The utility model belongs to the technical field of radar calibration, and particularly relates to a direct current Doppler radar calibration device.

Background

Due to the receiving and transmitting isolation characteristic, the Doppler radar can generate direct current output at intermediate frequency output, and the output is the superposition of direct current and Doppler frequency shift. The radar intermediate frequency processing needs to amplify the Doppler frequency and send the Doppler frequency to ADC sampling processing. The doppler shift is usually amplified by ac coupling while isolating the dc output from the radar. But ac amplification also suppresses the doppler signal near the dc portion. According to the characteristic of the Doppler signal, the higher the moving speed of the target is, the higher the frequency is. However, if an ultra-low speed moving target needs to be detected, the radar is required to be incapable of suppressing the ultra-low frequency doppler shift, and a direct current coupling amplifying circuit needs to be adopted. However, the dc-coupled amplifier circuit will also amplify the dc current, and the output voltage will far exceed the input range of the ADC.

Therefore, the above problems are further improved.

SUMMERY OF THE UTILITY MODEL

The utility model mainly aims to provide a direct current Doppler radar calibration device, compared with an alternating current amplification circuit, the direct current amplification circuit can measure signals with lower frequency, and the amplified intermediate frequency is limited within the input range of an ADC (analog to digital converter) through direct current calibration.

Another objective of the present invention is to provide a calibration apparatus for dc doppler radar, wherein the processor also periodically collects signals from the ADC2, and if the average value of the ADC2 exceeds the set bias voltage range, the output of the DAC is adjusted to maintain the intermediate frequency dc.

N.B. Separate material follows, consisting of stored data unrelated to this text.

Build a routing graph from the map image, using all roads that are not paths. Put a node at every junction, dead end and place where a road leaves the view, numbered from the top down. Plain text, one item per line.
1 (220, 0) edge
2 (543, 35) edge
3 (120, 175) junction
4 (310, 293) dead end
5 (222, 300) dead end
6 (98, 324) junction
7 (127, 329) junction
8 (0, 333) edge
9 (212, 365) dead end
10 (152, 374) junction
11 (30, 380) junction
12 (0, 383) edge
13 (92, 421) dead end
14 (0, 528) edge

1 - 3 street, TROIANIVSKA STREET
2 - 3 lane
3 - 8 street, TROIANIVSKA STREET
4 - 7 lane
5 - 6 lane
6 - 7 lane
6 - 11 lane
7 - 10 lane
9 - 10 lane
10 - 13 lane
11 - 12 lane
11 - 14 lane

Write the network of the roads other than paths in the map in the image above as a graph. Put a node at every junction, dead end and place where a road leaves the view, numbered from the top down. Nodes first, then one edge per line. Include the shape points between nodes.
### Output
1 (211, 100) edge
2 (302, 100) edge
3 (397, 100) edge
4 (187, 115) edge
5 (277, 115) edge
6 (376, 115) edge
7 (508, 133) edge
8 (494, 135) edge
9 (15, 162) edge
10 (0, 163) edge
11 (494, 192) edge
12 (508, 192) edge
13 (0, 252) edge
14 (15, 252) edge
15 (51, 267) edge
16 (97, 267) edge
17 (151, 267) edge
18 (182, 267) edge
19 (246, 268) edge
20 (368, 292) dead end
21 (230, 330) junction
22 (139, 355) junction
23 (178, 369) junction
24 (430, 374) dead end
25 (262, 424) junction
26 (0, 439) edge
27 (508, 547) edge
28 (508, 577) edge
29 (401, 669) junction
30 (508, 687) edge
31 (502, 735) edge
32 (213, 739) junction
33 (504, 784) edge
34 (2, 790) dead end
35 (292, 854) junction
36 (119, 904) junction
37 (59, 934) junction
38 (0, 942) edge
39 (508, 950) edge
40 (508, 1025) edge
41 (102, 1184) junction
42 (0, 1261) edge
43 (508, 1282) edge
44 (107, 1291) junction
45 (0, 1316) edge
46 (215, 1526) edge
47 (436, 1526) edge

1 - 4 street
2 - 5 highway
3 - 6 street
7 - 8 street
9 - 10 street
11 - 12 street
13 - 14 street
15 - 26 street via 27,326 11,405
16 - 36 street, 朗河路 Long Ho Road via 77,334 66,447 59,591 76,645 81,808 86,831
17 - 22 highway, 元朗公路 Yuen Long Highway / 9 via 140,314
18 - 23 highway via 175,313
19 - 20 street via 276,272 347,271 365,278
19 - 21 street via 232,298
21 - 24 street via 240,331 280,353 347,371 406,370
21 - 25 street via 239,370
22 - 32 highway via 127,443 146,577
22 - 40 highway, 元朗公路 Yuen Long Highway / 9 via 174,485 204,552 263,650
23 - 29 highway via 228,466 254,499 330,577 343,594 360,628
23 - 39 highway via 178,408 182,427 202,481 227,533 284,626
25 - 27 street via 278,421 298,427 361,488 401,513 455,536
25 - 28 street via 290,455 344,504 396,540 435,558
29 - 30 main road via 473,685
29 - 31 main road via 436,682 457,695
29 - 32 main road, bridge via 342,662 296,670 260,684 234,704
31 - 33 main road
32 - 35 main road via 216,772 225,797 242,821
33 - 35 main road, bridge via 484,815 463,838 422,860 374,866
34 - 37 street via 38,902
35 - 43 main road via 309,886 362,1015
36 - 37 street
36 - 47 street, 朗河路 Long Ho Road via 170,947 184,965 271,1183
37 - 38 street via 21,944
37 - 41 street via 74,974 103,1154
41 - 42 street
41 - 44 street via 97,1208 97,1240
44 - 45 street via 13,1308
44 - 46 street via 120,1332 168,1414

In order to achieve the above object, the present invention provides a calibration apparatus for a direct current doppler radar, which limits a doppler intermediate frequency signal within an input range, and includes a filter circuit, a voltage follower circuit, an amplifier circuit, and a processor, wherein:

the input end of the filter circuit inputs a Doppler intermediate frequency signal, and the output end of the filter circuit is electrically connected with the input end of the voltage follower circuit;

the first output end of the voltage follower circuit is electrically connected with the sampling end ADC1 of the processor, and the second output end of the voltage follower circuit is electrically connected with the first input end of the amplifying circuit;

the output end of the amplifying circuit is electrically connected with the sampling end ADC2 of the processor, and the transmission end DAC of the processor is electrically connected with the second input end of the amplifying circuit.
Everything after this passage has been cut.